Благодарствуем, хозяин, на хлебе, на соли, на жалованье, Виноград, виноград, красно-зелено моя!
Напоил, накормил, со двора отпустил,
Виноград, красно-зелено моя!
Попрощались с хозяевами и пошли досыпать. В морозном воздухе гудели колокола — в церквах звонили к заутрене.
К концу первого года службы Грязнов знал все сложное хозяйство фабрики и оставался за управляющего, когда тому приходилось уезжать в Москву по вызову владельца.
В каждую поездку Федоров втайне надеялся, что вслед придет телеграмма, требующая его немедленного возвращения. Он так и не мог преодолеть настороженности, с какою с самого начала относился к молодому инженеру, ожидал от него что-то такого, чего и сам не знал, но обязательно неприятного. О своих подозрениях думал: «Старый ворон не каркнет даром: либо было что, либо будет что». Порой он задерживался на неделю и больше — телеграмм не было. А когда приезжал и придирчиво вызнавал, что произошло за время его отсутствия, как всегда, не мог не согласиться, что все распоряжения Грязнова оказывались разумными.
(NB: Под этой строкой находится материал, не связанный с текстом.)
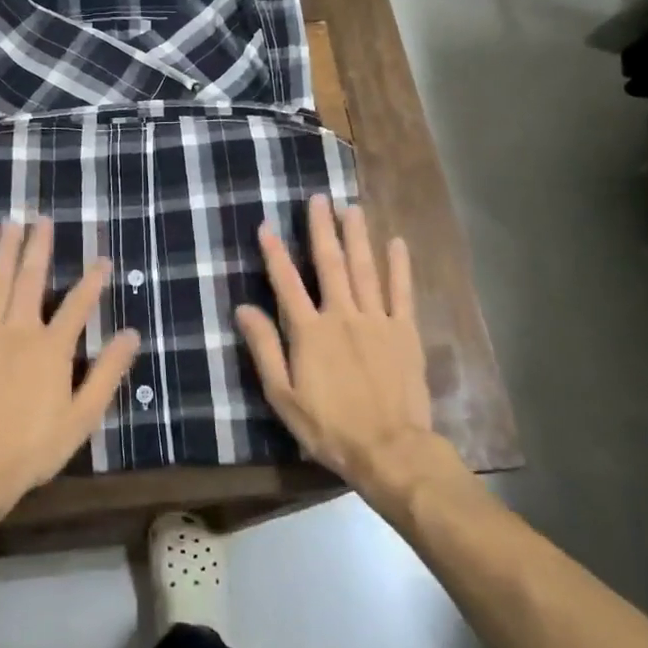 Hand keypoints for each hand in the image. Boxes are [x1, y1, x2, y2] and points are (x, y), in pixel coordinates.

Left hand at [0, 217, 140, 515]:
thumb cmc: (34, 446)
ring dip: (4, 252)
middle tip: (43, 218)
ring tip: (9, 224)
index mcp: (52, 348)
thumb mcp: (83, 416)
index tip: (103, 259)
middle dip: (39, 248)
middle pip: (31, 281)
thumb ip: (107, 373)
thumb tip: (130, 335)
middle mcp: (19, 331)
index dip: (93, 280)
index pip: (79, 304)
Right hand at [235, 196, 445, 493]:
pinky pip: (402, 292)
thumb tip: (243, 308)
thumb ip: (265, 348)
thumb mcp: (283, 395)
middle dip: (322, 229)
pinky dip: (399, 266)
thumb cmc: (329, 427)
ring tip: (352, 208)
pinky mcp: (404, 332)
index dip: (274, 252)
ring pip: (365, 269)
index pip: (286, 283)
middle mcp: (342, 315)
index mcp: (309, 331)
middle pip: (330, 264)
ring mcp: (377, 320)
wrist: (390, 449)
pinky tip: (397, 243)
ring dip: (357, 236)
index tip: (265, 225)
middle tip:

Грязнов становился просто незаменимым. Видя, как он все делает легко и уверенно, старается быть услужливым, управляющий часто подумывал, что несправедлив к нему. Но угрызения совести быстро улетучивались, когда Грязнов восставал против заведенных исстари фабричных порядков. Федорова часто возмущал даже не сам разговор, а поведение инженера при этом. Последнее время появилась привычка скрещивать руки на груди и в упор, не мигая, смотреть на собеседника. Федорова больше всего бесила эта наполеоновская поза.
Грязнов садился напротив, складывал руки и начинал:
— Разбивка смены на заработку и доработку ничем не оправдана. Чтобы работать хорошо, надо выспаться. А как, подумайте, мастеровой выспится, когда в запасе у него между каждой сменой не более пяти часов: надо прийти с фабрики, поесть, что-то поделать — тут и часом не управишься. Шесть — работаю, шесть — отдыхаю, снова шесть — работаю. Такой круговорот всю неделю. Жуть вас не берет, когда представляете это? Вы замечали, что меньше товара вырабатывается именно в последние дни недели, когда мастеровой выжат, как губка?
Он говорил, а управляющий не мог отвести глаз от его рук, покоящихся на груди. И уже невольно настраивался на подчеркнуто вежливый, насмешливый тон:
— А вы, голубчик, уж не сочувствующий ли? — спрашивал он, сладко улыбаясь при этом. — Вон как беды фабричных вас трогают.
Грязнов морщился, кособочил рот и, с усилием сдерживаясь, продолжал:
— Все-таки двенадцать часов подряд куда легче, чем эта разбивка. Хоть есть возможность выспаться.
— Так, так, — поддакивал управляющий, играл серебряным колокольчиком. — А вы спросите у самих мастеровых: что лучше?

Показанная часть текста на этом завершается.